Um partido do qual pode-se (com razão) não gostar, mas perfeitamente legítimo e incorporado à democracia francesa. Espécie de falácia da equivalência comum no dia a dia das discussões políticas (não houve quem chamasse o adversário de “nazista”, em nossa última campanha eleitoral?). O que me surpreende é que o truque seja usado por intelectuais com algum preparo. Talvez o façam por imaginar que serão lidos apenas por leitores do devidamente alinhados. Em parte, é isso mesmo que acontece.

É o caso de Noam Chomsky.

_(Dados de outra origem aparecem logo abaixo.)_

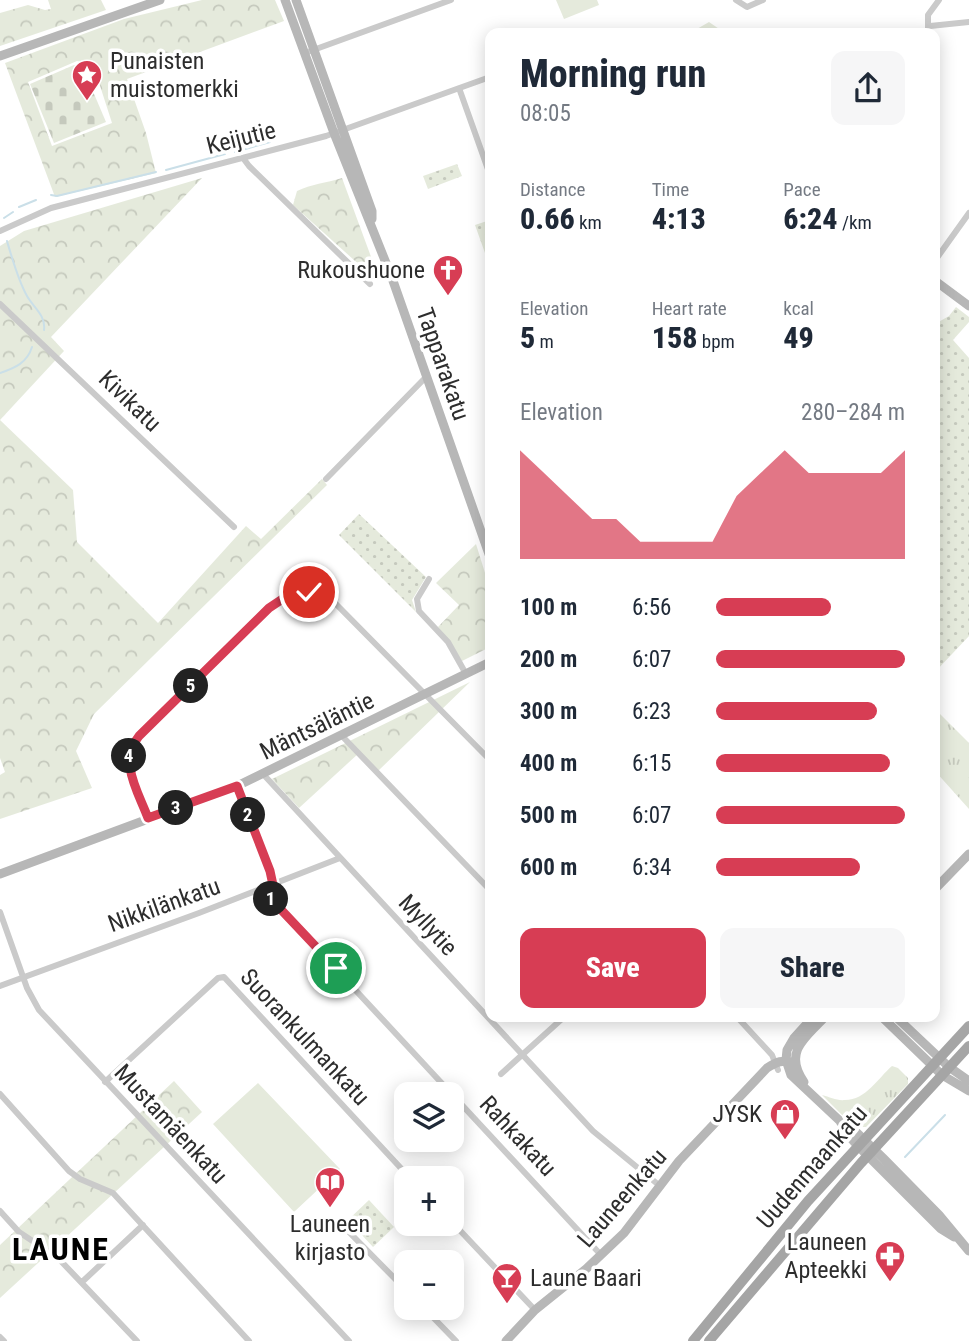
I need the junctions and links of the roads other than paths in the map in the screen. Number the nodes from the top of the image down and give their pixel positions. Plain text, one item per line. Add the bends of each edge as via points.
1 (160, 0) edge
2 (285, 0) edge
3 (296, 0) edge
4 (451, 0) edge
5 (736, 0) edge
6 (762, 0) edge
7 (939, 0) edge
8 (969, 22) edge
9 (929, 28) edge
10 (939, 28) edge
11 (309, 51) junction
12 (0, 57) edge
13 (485, 79) edge
14 (459, 88) junction
15 (338, 132) junction
16 (243, 158) junction
17 (485, 162) edge
18 (969, 213) edge
19 (0, 231) edge
20 (940, 254) edge
21 (370, 284) dead end
22 (940, 284) edge
23 (0, 304) edge
24 (969, 306) edge
25 (427, 376) junction
26 (326, 479) dead end
27 (234, 527) dead end
28 (485, 543) edge
29 (429, 579) dead end
30 (485, 664) edge
31 (466, 674) junction
32 (425, 694) junction
33 (342, 736) junction
34 (485, 755) edge
35 (263, 774) junction
36 (237, 786) junction
37 (148, 818) junction
38 (969, 854) edge
39 (340, 858) junction
40 (0, 874) edge
41 (940, 884) edge
42 (273, 885) junction
43 (485, 885) edge
44 (265, 888) junction
45 (0, 912) edge
46 (24, 978) junction
47 (0, 986) edge
48 (485, 1015) edge
49 (492, 1022) edge
50 (558, 1022) edge
51 (742, 1022) edge
52 (808, 1022) edge
53 (820, 1022) edge
54 (888, 1022) edge
55 (900, 1022) edge
56 (969, 1026) edge
57 (969, 1046) edge
58 (522, 1055) junction
59 (936, 1062) junction
60 (784, 1064) junction
61 (946, 1071) junction
62 (501, 1074) dead end
63 (969, 1081) edge
64 (105, 1082) junction
65 (969, 1091) edge
66 (0, 1094) edge
67 (860, 1142) junction
68 (871, 1152) junction
69 (399, 1166) edge
70 (660, 1186) junction
71 (0, 1211) edge
72 (143, 1225) junction
73 (347, 1230) dead end
74 (464, 1235) edge
75 (969, 1251) edge
76 (601, 1255) junction
77 (394, 1278) edge
78 (82, 1282) junction
79 (535, 1310) junction
80 (436, 1320) edge
81 (0, 1337) edge
82 (4, 1341) edge
83 (137, 1341) edge
84 (248, 1341) edge
85 (348, 1341) edge
86 (456, 1341) edge
87 (506, 1341) edge
88 (694, 1341) edge
89 (709, 1341) edge

1 - 12 street
2 - 11 street, Tapparakatu
3 - 11 street, Tapparakatu
4 - 11 street
5 - 6 street via 747,7
7 - 9 street via 928,15
8 - 10 street
11 - 15 street, Tapparakatu
13 - 14 street, Keijutie
14 - 15 street, Keijutie
14 - 17 street
15 - 16 street, Keijutie
15 - 25 street, Tapparakatu
16 - 19 street, Keijutie via 51,208
16 - 21 street
18 - 20 street
22 - 24 street
23 - 27 street, Kivikatu
25 - 26 street
25 - 28 street, Tapparakatu
29 - 31 street via 417,599 419,611 447,642
30 - 31 street, Mäntsäläntie
31 - 32 street, Mäntsäläntie
32 - 33 street, Mäntsäläntie
32 - 34 street
32 - 37 street via 333,601 318,593 293,592 269,608 131,748 129,766
33 - 35 street, Mäntsäläntie
33 - 43 street
35 - 36 street, Mäntsäläntie
35 - 39 street, Myllytie
36 - 37 street, Mäntsäläntie
36 - 42 street
37 - 40 street, Mäntsäläntie
38 - 41 street
39 - 42 street, Nikkilänkatu
39 - 48 street, Myllytie
42 - 44 street, Nikkilänkatu
44 - 46 street, Nikkilänkatu
44 - 76 street, Rahkakatu
45 - 46 street, Mustamäenkatu
46 - 47 street, Nikkilänkatu
46 - 64 street, Mustamäenkatu via 39,1010
49 - 58 street, Myllytie
50 - 58 street
51 - 60 street
52 - 60 street, Launeenkatu via 787,1050
53 - 60 street, Launeenkatu
54 - 59 street
55 - 59 street
56 - 59 main road, Uudenmaankatu
57 - 61 main road, Uudenmaankatu
58 - 62 street
58 - 70 street, Myllytie via 593,1131
59 - 61 street
59 - 67 main road, Uudenmaankatu
60 - 67 street via 796,1071
60 - 70 street, Launeenkatu via 762,1074
61 - 63 street
61 - 65 street
61 - 68 main road, Uudenmaankatu
64 - 69 street, Suorankulmankatu via 218,978 224,978
64 - 85 street, Mustamäenkatu
66 - 72 street via 69,1171 113,1193
67 - 68 street
67 - 88 main road, Uudenmaankatu
68 - 75 street via 941,1229
68 - 89 main road, Uudenmaankatu
70 - 76 street, Launeenkatu
71 - 78 street
72 - 78 street
72 - 84 street
73 - 77 street
74 - 79 street
76 - 79 street, Launeenkatu
78 - 83 street
79 - 87 street, Launeenkatu
80 - 86 street
81 - 82 street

Em um entrevista à revista digital Raw Story, ele produziu sua versão particular da “falácia da equivalência”: comparou o massacre, entre outros episódios, com a morte de 50 civis decorrentes de ações do exército norte-americano na Síria. Confesso que li várias vezes para me certificar que era isso mesmo que ele dizia.

Chomsky está dizendo que, de um modo geral, os irmãos Kouachi equivalem-se a Barack Obama. Com alguma vantagem para os primeiros, pensei eu. Ao menos tiveram a coragem de fazer pessoalmente o serviço, ao invés de enviar os seus homens. Chomsky dá de ombros para o fato de que o exército americano é uma força regular, que integra uma coalizão internacional, em ação contra um grupo genocida. E cujo foco não é punir infiéis nem produzir a morte de civis.

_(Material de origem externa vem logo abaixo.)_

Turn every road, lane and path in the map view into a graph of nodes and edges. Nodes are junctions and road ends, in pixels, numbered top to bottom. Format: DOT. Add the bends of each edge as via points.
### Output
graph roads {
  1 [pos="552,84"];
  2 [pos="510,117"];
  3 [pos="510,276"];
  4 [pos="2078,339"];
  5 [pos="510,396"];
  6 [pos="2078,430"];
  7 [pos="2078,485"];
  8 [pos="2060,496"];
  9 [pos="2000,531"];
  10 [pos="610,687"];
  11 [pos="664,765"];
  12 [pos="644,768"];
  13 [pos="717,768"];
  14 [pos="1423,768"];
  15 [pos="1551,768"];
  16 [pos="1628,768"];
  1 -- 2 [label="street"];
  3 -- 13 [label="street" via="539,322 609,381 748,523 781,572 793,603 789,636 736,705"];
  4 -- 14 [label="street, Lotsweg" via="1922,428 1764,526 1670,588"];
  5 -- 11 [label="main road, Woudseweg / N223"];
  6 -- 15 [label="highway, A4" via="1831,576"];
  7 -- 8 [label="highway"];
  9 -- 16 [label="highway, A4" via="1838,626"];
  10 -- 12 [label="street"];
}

Na lista dos opositores fraternos não poderia faltar, por óbvio, o filósofo Zlavoj Zizek. Em um artigo na revista New Statesman, Zizek define o fundamentalismo como uma “reação contra uma falha real do liberalismo”. Por isso ele seria “repetidamente gerado pelo liberalismo”. Sociedades liberais presumivelmente tem muitas falhas, e fiquei imaginando qual delas teria produzido o fundamentalismo.

Zizek não explica, mas parece oferecer uma pista quando diz que a permissividade liberal e o fundamentalismo são dois polos gerando e pressupondo um ao outro. Para ele, não são sociedades teocráticas ou seitas radicais, seja no Irã, no Paquistão ou na Arábia Saudita que produzem o fundamentalismo. Precisamente sociedades que não atravessaram processos de secularização e modernização liberal. Nada disso. Merecemos nós as chicotadas. A democracia liberal e sua maldita sociedade de direitos.

Zizek busca inspiração em um frase de Horkheimer sobre fascismo, nos anos 30, para concluir que “quem não estiver disposto a falar criticamente sobre a democracia liberal, deve também ficar quieto com respeito ao fundamentalismo religioso”.

Parece esquecer o óbvio: Horkheimer se referia a um fenômeno (o fascismo) produzido no coração do mundo europeu. O que obviamente não é caso do fundamentalismo islâmico. Além da analogia apressada, o nonsense: era exatamente a favor, e não contra, a democracia liberal e seus valores que marchou a multidão, em Paris, seguindo o presidente Hollande. É a crença na liberdade que deve se fazer ouvir, ao invés de se calar.

Zizek parece dizer que só uma alternativa ao capitalismo poderá resolver o problema do terrorismo. O que não deixa de ser curioso, visto que todos os sistemas que se propuseram esta tarefa se tornaram, sem exceção, eles mesmos formas de terrorismo de Estado. Mas isto é só um detalhe. O papel aceita tudo.